WORK INSTRUCTION: From the entries below, write out exactly the lines between the line holding "Build a routing" and the line holding "Turn all roads", inclusive, excluding any pictures.

SOURCE DATA: Begin

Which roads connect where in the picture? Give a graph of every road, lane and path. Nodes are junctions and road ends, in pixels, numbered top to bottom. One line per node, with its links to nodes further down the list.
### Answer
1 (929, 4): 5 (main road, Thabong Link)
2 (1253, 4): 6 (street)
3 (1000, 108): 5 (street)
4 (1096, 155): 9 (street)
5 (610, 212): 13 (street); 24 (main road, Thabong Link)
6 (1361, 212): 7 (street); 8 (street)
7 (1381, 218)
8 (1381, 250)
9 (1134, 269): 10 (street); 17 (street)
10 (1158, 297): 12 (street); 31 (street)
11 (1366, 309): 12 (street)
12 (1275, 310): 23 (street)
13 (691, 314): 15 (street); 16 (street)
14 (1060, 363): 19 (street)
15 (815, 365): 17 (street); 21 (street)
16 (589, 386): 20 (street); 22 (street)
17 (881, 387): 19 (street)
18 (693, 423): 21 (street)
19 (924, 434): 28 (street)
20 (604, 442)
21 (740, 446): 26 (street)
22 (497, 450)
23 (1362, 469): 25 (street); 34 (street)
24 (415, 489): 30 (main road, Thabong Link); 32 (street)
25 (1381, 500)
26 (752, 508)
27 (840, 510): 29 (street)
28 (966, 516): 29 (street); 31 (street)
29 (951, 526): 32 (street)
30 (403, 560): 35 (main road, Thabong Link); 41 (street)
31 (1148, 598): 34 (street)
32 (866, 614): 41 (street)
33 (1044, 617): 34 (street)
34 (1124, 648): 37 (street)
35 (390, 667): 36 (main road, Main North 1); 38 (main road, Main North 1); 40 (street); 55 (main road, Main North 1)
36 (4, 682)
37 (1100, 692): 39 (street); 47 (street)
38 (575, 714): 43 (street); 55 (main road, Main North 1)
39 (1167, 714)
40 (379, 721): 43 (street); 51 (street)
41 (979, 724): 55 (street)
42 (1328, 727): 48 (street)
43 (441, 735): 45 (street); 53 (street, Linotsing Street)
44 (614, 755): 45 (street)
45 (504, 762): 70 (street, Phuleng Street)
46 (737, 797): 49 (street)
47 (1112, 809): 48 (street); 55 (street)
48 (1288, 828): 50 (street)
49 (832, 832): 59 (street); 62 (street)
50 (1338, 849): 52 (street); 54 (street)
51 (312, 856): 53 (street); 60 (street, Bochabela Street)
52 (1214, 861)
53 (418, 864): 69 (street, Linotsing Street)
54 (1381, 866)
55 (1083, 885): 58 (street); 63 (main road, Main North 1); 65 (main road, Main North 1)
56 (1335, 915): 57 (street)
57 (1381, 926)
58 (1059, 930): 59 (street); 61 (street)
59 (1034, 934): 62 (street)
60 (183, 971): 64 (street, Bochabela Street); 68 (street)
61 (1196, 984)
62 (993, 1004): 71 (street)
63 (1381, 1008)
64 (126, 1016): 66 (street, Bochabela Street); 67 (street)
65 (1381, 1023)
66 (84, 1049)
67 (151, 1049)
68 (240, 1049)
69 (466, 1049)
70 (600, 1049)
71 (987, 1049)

SOURCE DATA: End
SOURCE DATA: Begin

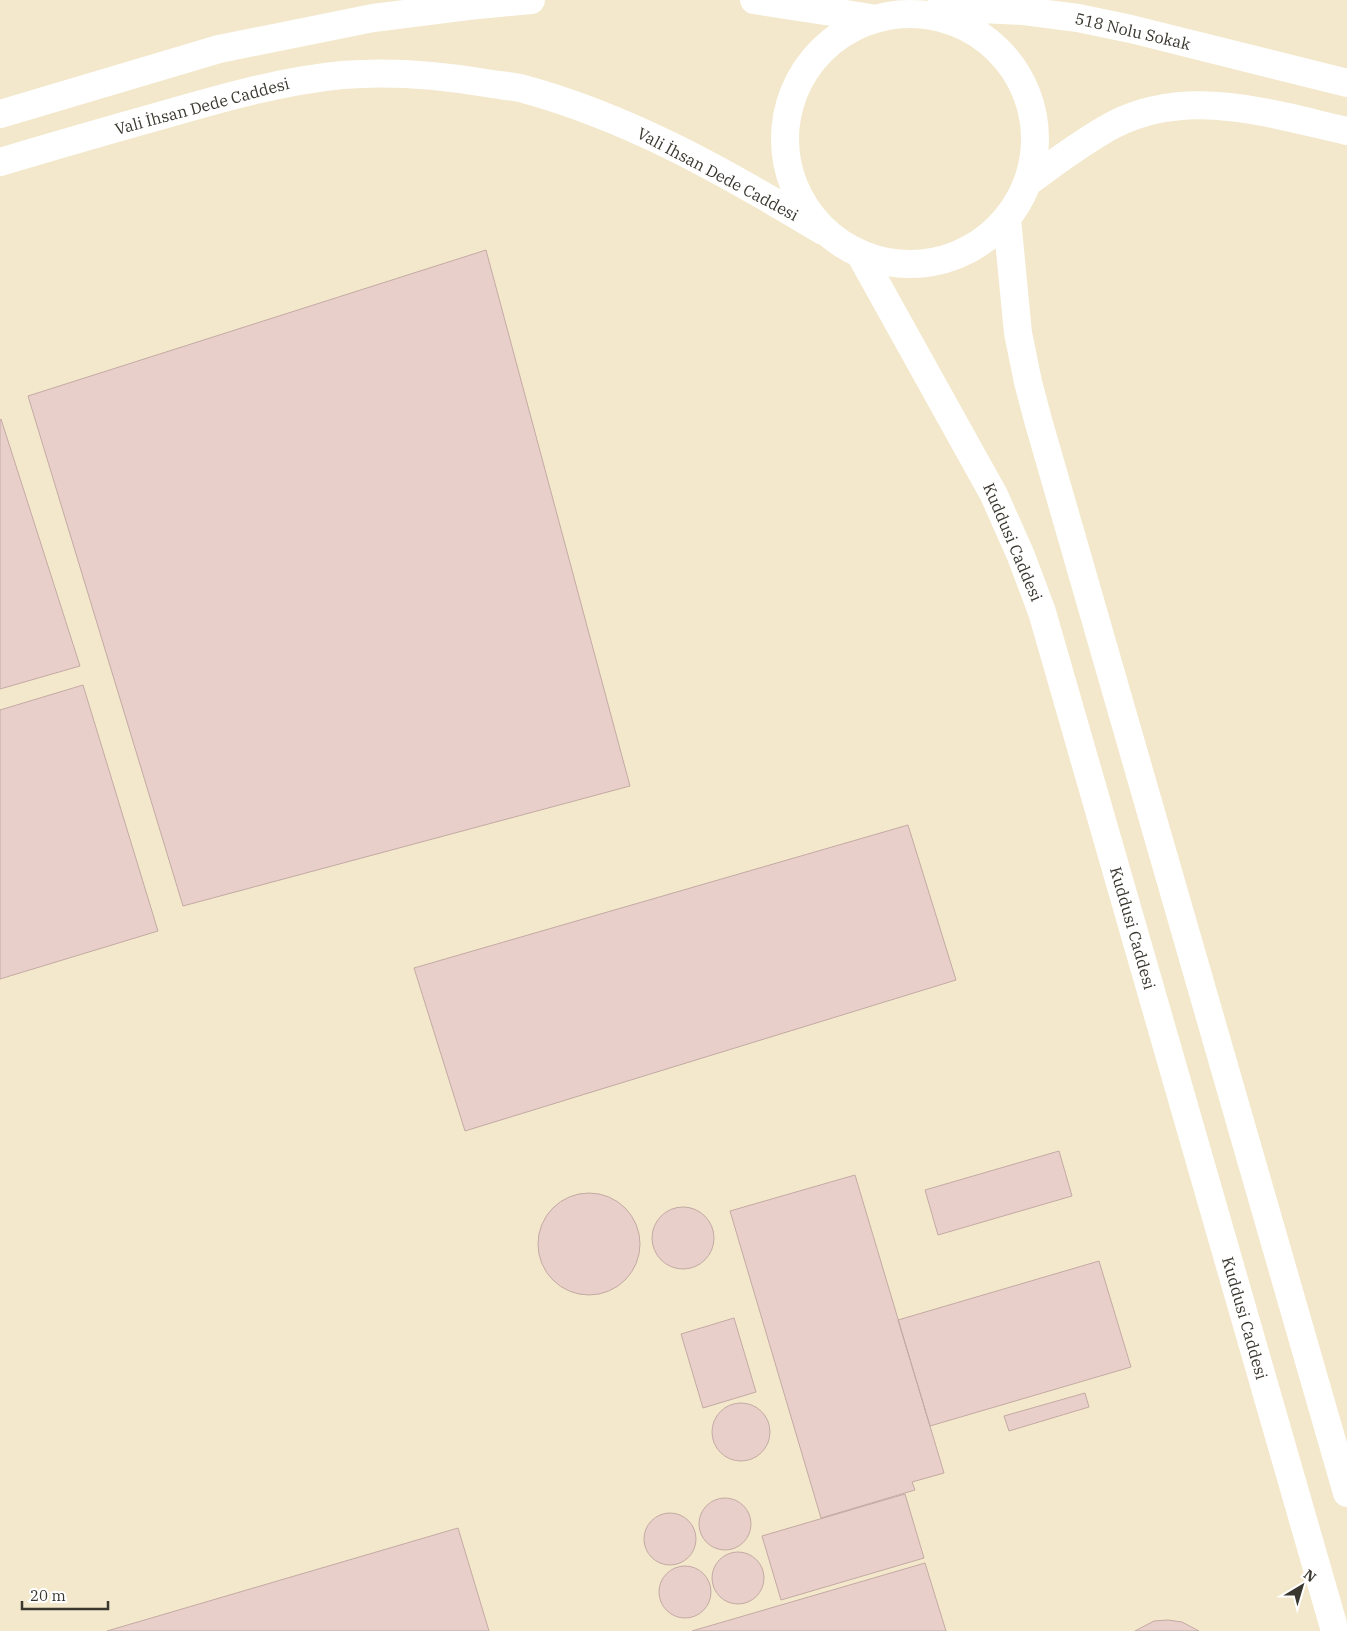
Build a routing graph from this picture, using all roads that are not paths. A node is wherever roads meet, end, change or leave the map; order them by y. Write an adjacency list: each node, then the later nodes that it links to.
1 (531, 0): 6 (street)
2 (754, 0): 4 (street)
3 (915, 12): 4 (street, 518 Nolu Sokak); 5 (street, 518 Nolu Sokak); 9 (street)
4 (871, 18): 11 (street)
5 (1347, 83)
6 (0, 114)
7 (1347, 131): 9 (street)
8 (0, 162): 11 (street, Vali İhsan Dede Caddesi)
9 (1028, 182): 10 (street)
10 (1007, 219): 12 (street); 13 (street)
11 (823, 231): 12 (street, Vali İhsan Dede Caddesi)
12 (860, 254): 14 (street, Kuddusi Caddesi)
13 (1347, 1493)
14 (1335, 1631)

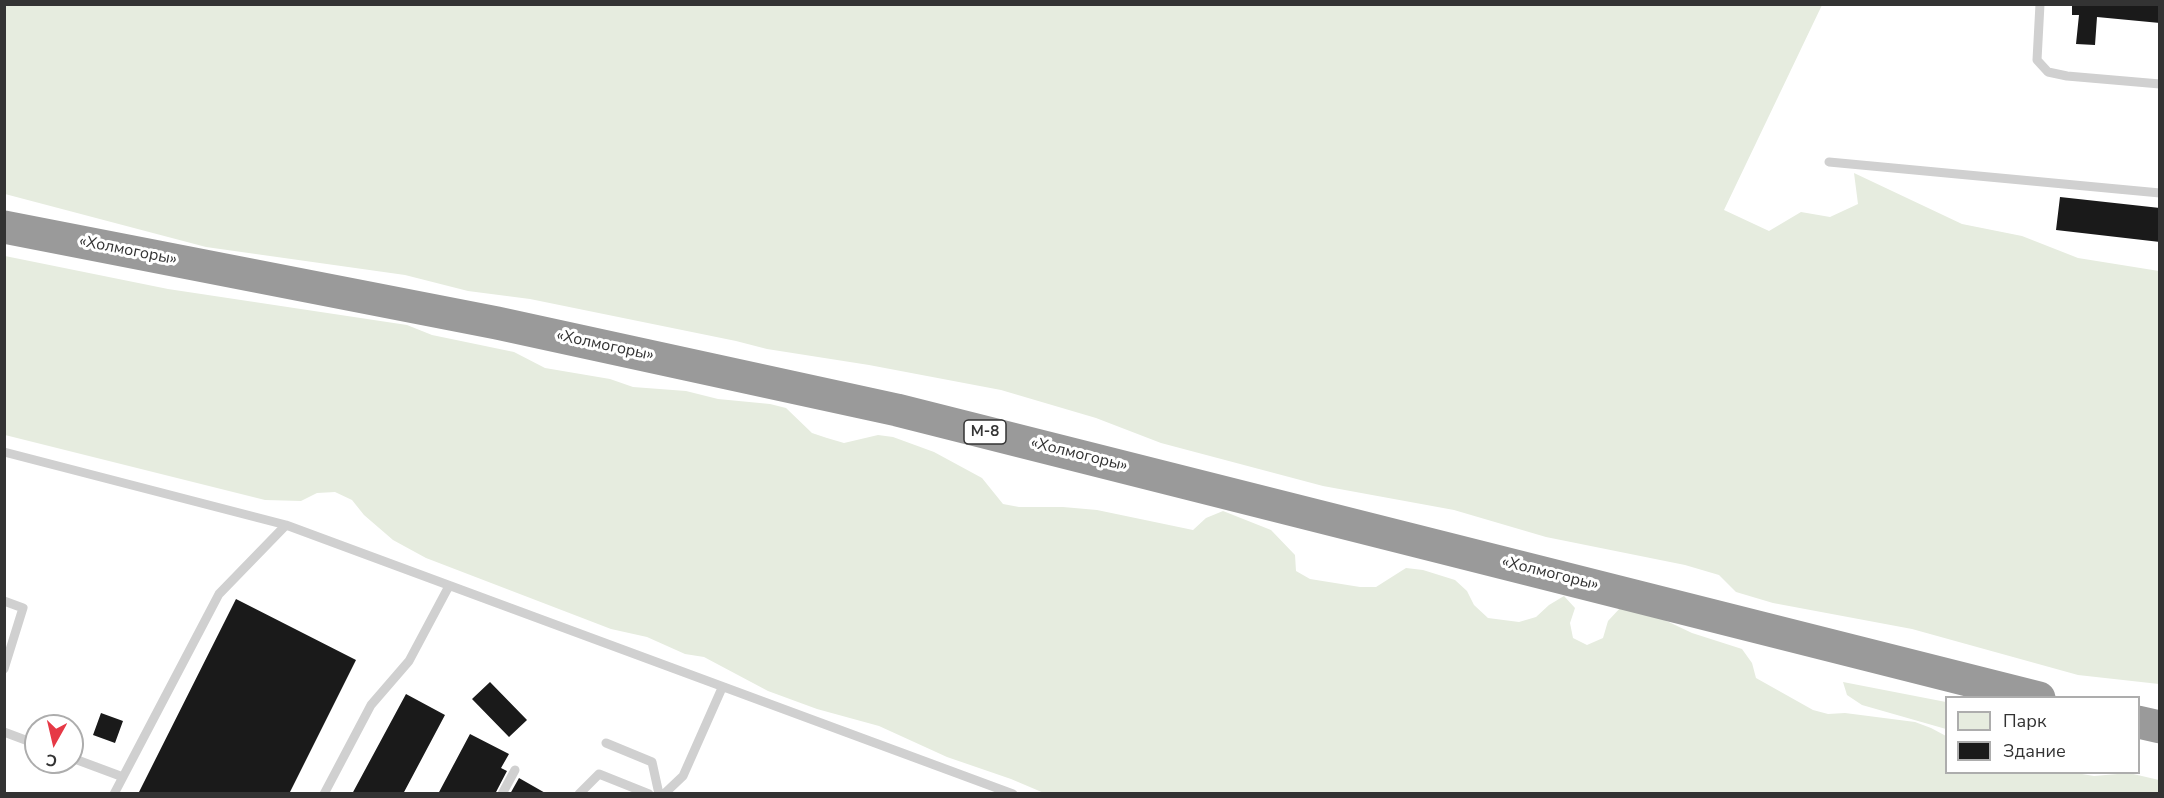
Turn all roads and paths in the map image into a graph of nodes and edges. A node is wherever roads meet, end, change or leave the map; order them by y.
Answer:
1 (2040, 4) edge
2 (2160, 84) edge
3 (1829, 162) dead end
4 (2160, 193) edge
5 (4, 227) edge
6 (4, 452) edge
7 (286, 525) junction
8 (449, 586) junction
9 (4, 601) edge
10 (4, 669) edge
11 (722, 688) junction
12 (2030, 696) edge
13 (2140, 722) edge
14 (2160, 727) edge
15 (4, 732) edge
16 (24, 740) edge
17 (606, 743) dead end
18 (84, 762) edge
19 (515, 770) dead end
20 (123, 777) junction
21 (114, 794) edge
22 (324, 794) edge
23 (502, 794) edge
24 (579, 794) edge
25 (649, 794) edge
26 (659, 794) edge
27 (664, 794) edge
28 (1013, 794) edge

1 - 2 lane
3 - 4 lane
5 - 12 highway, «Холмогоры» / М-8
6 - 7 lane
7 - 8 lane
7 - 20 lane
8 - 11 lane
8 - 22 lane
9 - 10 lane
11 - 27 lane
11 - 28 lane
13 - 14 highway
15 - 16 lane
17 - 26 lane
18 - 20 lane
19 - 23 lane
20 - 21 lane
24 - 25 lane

SOURCE DATA: End
SOURCE DATA: Begin

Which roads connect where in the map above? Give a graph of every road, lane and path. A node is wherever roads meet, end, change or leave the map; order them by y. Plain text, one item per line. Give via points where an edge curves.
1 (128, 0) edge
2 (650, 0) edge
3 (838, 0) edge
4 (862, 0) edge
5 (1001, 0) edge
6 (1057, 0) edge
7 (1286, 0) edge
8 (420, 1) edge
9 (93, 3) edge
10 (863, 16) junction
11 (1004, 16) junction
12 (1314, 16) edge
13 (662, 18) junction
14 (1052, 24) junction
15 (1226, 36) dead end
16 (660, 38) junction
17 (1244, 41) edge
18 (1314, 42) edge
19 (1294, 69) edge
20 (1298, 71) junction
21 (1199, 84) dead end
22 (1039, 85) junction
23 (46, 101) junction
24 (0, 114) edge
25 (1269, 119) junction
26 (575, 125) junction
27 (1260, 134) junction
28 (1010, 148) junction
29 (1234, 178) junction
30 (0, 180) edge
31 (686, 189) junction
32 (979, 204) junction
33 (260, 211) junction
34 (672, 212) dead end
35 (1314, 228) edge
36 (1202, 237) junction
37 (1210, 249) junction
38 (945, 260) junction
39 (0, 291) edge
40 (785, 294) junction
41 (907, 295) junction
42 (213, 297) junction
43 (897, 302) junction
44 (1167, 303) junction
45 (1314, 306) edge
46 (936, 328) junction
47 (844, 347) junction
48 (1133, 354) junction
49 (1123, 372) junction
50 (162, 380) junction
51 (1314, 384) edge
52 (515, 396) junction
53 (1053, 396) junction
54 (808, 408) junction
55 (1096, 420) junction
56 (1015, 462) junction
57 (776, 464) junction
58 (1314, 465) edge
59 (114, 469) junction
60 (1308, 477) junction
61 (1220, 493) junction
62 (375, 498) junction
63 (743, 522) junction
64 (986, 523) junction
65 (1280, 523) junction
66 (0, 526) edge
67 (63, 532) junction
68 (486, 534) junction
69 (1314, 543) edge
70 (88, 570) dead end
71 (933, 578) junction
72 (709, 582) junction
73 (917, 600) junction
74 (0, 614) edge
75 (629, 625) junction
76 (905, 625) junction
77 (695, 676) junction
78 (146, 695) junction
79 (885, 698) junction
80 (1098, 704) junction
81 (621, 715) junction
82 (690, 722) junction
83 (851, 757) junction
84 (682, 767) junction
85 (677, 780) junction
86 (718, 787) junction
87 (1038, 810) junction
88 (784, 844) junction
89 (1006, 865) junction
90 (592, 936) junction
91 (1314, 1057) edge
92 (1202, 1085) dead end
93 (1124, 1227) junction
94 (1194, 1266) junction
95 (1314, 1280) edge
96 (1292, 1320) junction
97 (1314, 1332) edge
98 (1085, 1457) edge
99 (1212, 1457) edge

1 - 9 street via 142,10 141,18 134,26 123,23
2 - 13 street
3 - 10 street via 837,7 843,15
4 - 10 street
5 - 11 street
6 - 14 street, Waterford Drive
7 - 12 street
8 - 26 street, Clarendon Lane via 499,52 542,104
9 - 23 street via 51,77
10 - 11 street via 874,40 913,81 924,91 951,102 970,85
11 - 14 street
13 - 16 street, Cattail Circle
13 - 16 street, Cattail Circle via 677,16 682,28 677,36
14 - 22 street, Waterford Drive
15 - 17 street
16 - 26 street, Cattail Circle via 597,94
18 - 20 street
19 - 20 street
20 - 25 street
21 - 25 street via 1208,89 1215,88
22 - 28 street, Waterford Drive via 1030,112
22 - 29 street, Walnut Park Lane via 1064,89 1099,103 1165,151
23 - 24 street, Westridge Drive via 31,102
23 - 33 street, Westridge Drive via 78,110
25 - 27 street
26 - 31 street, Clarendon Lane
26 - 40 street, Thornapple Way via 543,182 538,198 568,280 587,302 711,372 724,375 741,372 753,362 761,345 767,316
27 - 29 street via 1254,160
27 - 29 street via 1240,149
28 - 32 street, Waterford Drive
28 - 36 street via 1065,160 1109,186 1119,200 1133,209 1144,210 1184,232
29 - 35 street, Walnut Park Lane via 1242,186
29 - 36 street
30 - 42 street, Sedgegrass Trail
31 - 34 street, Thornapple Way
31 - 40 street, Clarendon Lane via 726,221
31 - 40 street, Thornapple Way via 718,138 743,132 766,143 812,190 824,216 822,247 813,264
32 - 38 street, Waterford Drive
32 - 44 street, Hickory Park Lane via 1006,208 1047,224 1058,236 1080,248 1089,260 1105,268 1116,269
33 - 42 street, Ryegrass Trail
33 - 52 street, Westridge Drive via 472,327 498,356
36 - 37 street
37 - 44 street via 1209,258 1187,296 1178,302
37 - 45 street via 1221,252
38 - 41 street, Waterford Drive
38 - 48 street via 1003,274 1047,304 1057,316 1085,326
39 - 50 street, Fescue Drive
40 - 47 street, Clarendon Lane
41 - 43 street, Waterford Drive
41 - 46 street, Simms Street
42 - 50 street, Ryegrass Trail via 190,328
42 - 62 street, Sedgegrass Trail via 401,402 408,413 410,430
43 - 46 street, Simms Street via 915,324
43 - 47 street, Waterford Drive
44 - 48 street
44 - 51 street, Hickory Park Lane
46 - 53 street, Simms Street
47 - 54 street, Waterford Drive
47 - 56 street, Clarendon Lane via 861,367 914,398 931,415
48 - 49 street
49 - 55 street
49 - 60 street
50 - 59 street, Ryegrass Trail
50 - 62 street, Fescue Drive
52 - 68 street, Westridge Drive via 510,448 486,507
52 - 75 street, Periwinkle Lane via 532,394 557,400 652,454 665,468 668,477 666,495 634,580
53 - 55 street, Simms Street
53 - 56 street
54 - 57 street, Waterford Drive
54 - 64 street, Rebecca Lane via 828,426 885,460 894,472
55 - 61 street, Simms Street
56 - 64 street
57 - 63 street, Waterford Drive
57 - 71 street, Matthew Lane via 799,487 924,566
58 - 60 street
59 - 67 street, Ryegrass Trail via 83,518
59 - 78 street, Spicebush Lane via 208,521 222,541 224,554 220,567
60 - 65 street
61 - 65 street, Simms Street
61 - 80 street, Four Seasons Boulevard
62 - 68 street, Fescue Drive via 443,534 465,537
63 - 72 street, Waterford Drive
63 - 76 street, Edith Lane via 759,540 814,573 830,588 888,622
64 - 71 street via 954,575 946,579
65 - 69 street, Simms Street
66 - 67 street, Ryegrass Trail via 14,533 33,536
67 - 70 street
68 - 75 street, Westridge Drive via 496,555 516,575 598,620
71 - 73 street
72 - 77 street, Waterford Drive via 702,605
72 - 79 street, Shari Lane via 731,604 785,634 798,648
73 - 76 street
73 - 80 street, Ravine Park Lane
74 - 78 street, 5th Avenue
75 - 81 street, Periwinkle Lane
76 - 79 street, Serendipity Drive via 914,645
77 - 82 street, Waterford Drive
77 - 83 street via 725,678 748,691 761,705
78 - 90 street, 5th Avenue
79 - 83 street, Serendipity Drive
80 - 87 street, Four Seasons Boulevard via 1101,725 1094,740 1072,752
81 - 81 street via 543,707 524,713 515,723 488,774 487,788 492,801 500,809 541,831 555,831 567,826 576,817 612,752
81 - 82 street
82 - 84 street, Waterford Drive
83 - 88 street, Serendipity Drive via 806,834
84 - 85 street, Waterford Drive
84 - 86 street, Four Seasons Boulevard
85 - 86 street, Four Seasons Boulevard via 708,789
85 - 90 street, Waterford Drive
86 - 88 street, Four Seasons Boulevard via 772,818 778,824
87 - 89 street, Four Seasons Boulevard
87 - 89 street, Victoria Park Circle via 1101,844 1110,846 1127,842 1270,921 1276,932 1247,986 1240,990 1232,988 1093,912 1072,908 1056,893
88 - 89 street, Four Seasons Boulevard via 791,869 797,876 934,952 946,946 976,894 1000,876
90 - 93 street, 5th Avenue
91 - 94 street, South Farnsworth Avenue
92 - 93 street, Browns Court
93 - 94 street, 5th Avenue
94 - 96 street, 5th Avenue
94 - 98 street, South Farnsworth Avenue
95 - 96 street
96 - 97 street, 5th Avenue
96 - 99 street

SOURCE DATA: End

EXERCISE RESULT:
Build a routing graph from this picture, using all roads that are not paths. A node is wherever roads meet, end, change or leave the map; order them by y. Write an adjacency list: each node, then the later nodes that it links to.
1 (531, 0): 6 (street)
2 (754, 0): 4 (street)
3 (915, 12): 4 (street, 518 Nolu Sokak); 5 (street, 518 Nolu Sokak); 9 (street)
4 (871, 18): 11 (street)
5 (1347, 83)
6 (0, 114)
7 (1347, 131): 9 (street)
8 (0, 162): 11 (street, Vali İhsan Dede Caddesi)
9 (1028, 182): 10 (street)
10 (1007, 219): 12 (street); 13 (street)
11 (823, 231): 12 (street, Vali İhsan Dede Caddesi)
12 (860, 254): 14 (street, Kuddusi Caddesi)
13 (1347, 1493)
14 (1335, 1631)

Turn all roads and paths in the map image into a graph of nodes and edges. A node is wherever roads meet, end, change or leave the map; order them by y.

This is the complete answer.